To compile the 14,000-year-old record, the research group collected a peat profile for pollen and charcoal analyses, and reconstructed seabird populations of the past.
“Peat is a natural archive of information about past environments because it preserves the remains of plants and animals really well as it accumulates or builds up over thousands of years,” Groff says. “We examined pollen made by the plants; charcoal left over from grassland fires; and chemical indicators associated with seabirds being present, which all get preserved in the peat as it accumulates over time.”
The peat profile allowed the research group to determine the order of events with the seabirds and their breeding habitat, the tussac grasslands.
“I think of it as a ‘which came first, the chicken or the egg?’ scenario,” she says. “By counting the number of pollen grains and pieces of charcoal, and examining the chemistry of the peat profile, we learned that seabirds arrived before the establishment of the grassland.”
The group also took a look at an extinct predator called the “warrah” or Falkland Islands wolf that could have caused seabird abandonment and redistribution of ground nesting seabirds. However, the impact that the warrah would have had on the seabirds in the Falkland Islands is unknown.
“Using a technique called radiocarbon dating, we were able to determine the age of warrah fossils,” Groff says. “The ages tell us that the warrah was in the Falkland Islands by at least 3,500 years ago, at the same time that seabirds were there.”

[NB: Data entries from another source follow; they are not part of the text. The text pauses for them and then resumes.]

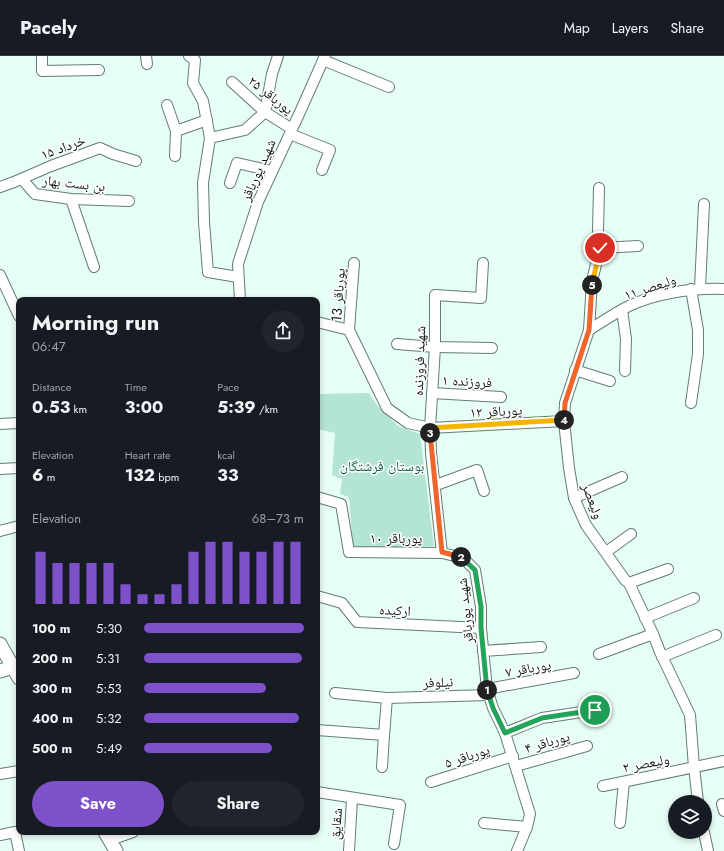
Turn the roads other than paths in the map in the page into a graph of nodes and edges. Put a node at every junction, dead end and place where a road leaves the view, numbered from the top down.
1 (42, 56) edge
2 (189, 56) edge
3 (278, 56) edge
4 (324, 58) edge
5 (99, 70) dead end
6 (232, 82) dead end
7 (389, 87) dead end
8 (167, 105) dead end
9 (265, 112) junction
10 (207, 120) junction
11 (176, 130) junction
12 (291, 132) junction
13 (210, 138) junction
14 (175, 156) dead end
15 (136, 161) dead end
16 (322, 170) dead end
17 (272, 171) junction
18 (22, 179) junction
19 (230, 183) dead end
20 (0, 187) edge
21 (599, 188) dead end
22 (71, 199) junction
23 (129, 201) dead end
24 (704, 204) dead end
25 (638, 246) dead end
26 (600, 248) junction
27 (354, 263) dead end
28 (483, 263) dead end
29 (94, 267) dead end
30 (0, 275) edge
31 (238, 277) junction
32 (695, 289) junction
33 (724, 289) edge
34 (240, 297) edge
35 (16, 310) edge
36 (622, 310) junction
37 (320, 326) edge
38 (350, 330) junction
39 (589, 330) junction
40 (397, 344) dead end
41 (435, 347) junction
42 (492, 348) dead end
43 (575, 370) junction
44 (625, 372) dead end
45 (610, 381) dead end
46 (432, 393) junction
47 (501, 396) dead end
48 (691, 404) dead end
49 (564, 421) junction
50 (16, 423) edge
51 (0, 424) edge
52 (430, 428) junction
53 (16, 468) edge
54 (0, 469) edge
55 (622, 477) dead end
56 (436, 485) junction
57 (484, 492) dead end
58 (320, 498) edge
59 (574, 498) junction
60 (16, 527) edge
61 (0, 530) edge
62 (631, 534) dead end
63 (442, 552) junction
64 (606, 552) junction
65 (668, 569) dead end
66 (629, 583) junction
67 (320, 597) edge
68 (694, 598) dead end
69 (645, 618) junction
70 (481, 628) junction
71 (653, 634) junction
72 (716, 636) dead end
73 (0, 644) edge
74 (541, 647) dead end
75 (483, 651) junction
76 (599, 654) dead end
77 (662, 657) junction
78 (13, 669) edge
79 (0, 671) edge
80 (574, 674) dead end
81 (488, 692) junction
82 (335, 693) dead end
83 (387, 698) junction
84 (595, 710) dead end
85 (320, 730) edge
86 (505, 733) junction
87 (384, 735) junction
88 (587, 746) dead end
89 (512, 756) junction
90 (724, 761) edge
91 (516, 766) junction
92 (382, 767) dead end
93 (694, 767) junction
94 (16, 771) edge
95 (0, 774) edge
96 (431, 782) dead end
97 (624, 782) junction
98 (603, 786) dead end
99 (320, 793) edge
100 (697, 795) edge
101 (352, 798) junction
102 (484, 823) dead end
103 (620, 823) dead end
104 (527, 827) junction
105 (0, 835) edge
106 (125, 835) edge
107 (705, 839) edge
108 (110, 841) edge
109 (394, 844) dead end
110 (19, 851) edge
111 (349, 851) edge
112 (517, 851) edge
113 (708, 851) edge

1 - 5 street
2 - 10 street
3 - 9 street
4 - 7 street
4 - 12 street, شهید پورباقر
6 - 9 street, پورباقر ۲۵
8 - 11 street
9 - 12 street, پورباقر ۲۵
9 - 13 street
10 - 11 street
10 - 13 street
11 - 14 street
12 - 16 street, پورباقر ۲۵
12 - 17 street, شهید پورباقر
13 - 31 street
15 - 18 street, ۱۵ خرداد
17 - 19 street
17 - 31 street, شهید پورباقر
18 - 20 street, ۱۵ خرداد
18 - 22 street, بن بست بهار
21 - 26 street, ولیعصر
22 - 23 street, بن بست بهار
22 - 29 street
24 - 32 street
25 - 26 street
26 - 39 street, ولیعصر
27 - 38 street, پورباقر 13
28 - 41 street, شهید فروزنده
30 - 35 street
31 - 34 street, شهید پورباقر
32 - 33 street, ولیعصر ۱۱
32 - 36 street, ولیعصر ۱۱
32 - 48 street
36 - 39 street, ولیعصر ۱۱
36 - 44 street
37 - 38 street
38 - 52 street
39 - 43 street, ولیعصر
40 - 41 street
41 - 42 street
41 - 46 street, شهید فروزنده
43 - 45 street
43 - 49 street, ولیعصر
46 - 47 street, فروزنده ۱
46 - 52 street, شهید فروزنده
49 - 52 street, پورباقر ۱۲
49 - 59 street, ولیعصر
50 - 51 street
52 - 56 street
53 - 54 street
55 - 59 street
56 - 57 street
56 - 63 street
58 - 63 street, پورباقر ۱۰
59 - 64 street, ولیعصر
60 - 61 street
62 - 64 street
63 - 70 street, شهید پورباقر
64 - 66 street, ولیعصر
65 - 66 street
66 - 69 street, ولیعصر
67 - 70 street, ارکیده
68 - 69 street
69 - 71 street, ولیعصر
70 - 75 street, شهید پورباقر
71 - 76 street
71 - 77 street, ولیعصر
72 - 77 street
73 - 78 street
74 - 75 street
75 - 81 street, شهید پورباقر
77 - 93 street, ولیعصر
78 - 79 street
80 - 81 street, پورباقر ۷
81 - 83 street, نیلوفر
81 - 86 street, شهید پورباقر
82 - 83 street, نیلوفر
83 - 87 street
84 - 86 street
85 - 87 street
86 - 89 street, شهید پورباقر
87 - 92 street
88 - 91 street, پورباقر ۴
89 - 91 street, شهید پورباقر
89 - 96 street, پورباقر ۵
90 - 93 street, ولیعصر ۲
91 - 104 street, شهید پورباقر
93 - 97 street, ولیعصر ۲
93 - 100 street, ولیعصر
94 - 95 street
97 - 98 street, ولیعصر ۲
97 - 103 street
99 - 101 street
101 - 109 street
101 - 111 street, شقایق
102 - 104 street
104 - 112 street, شهید پورباقر
105 - 110 street
106 - 108 street
107 - 113 street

A warming South Atlantic casts doubt over the future of the Falkland Islands as a long-term seabird breeding hot spot. Conservation efforts focusing on tussac restoration should include this terrestrial-marine linkage, although a warming Southern Ocean calls into question the long-term viability of the Falkland Islands as habitat for low-latitude seabirds, according to the paper.
The study was funded, in part, by the National Science Foundation’s Integrative Graduate Education and Research Traineeship program called “Adaptation to Abrupt Climate Change.” Additional funding was provided by a number of student research grants. These include the LacCore Visiting Student Research Grant, Geological Society of America Student Research Grant, the Dan and Betty Churchill Fund, University of Maine Graduate Student Government and more than 180 donors to the group’s crowdfunding initiative in 2014.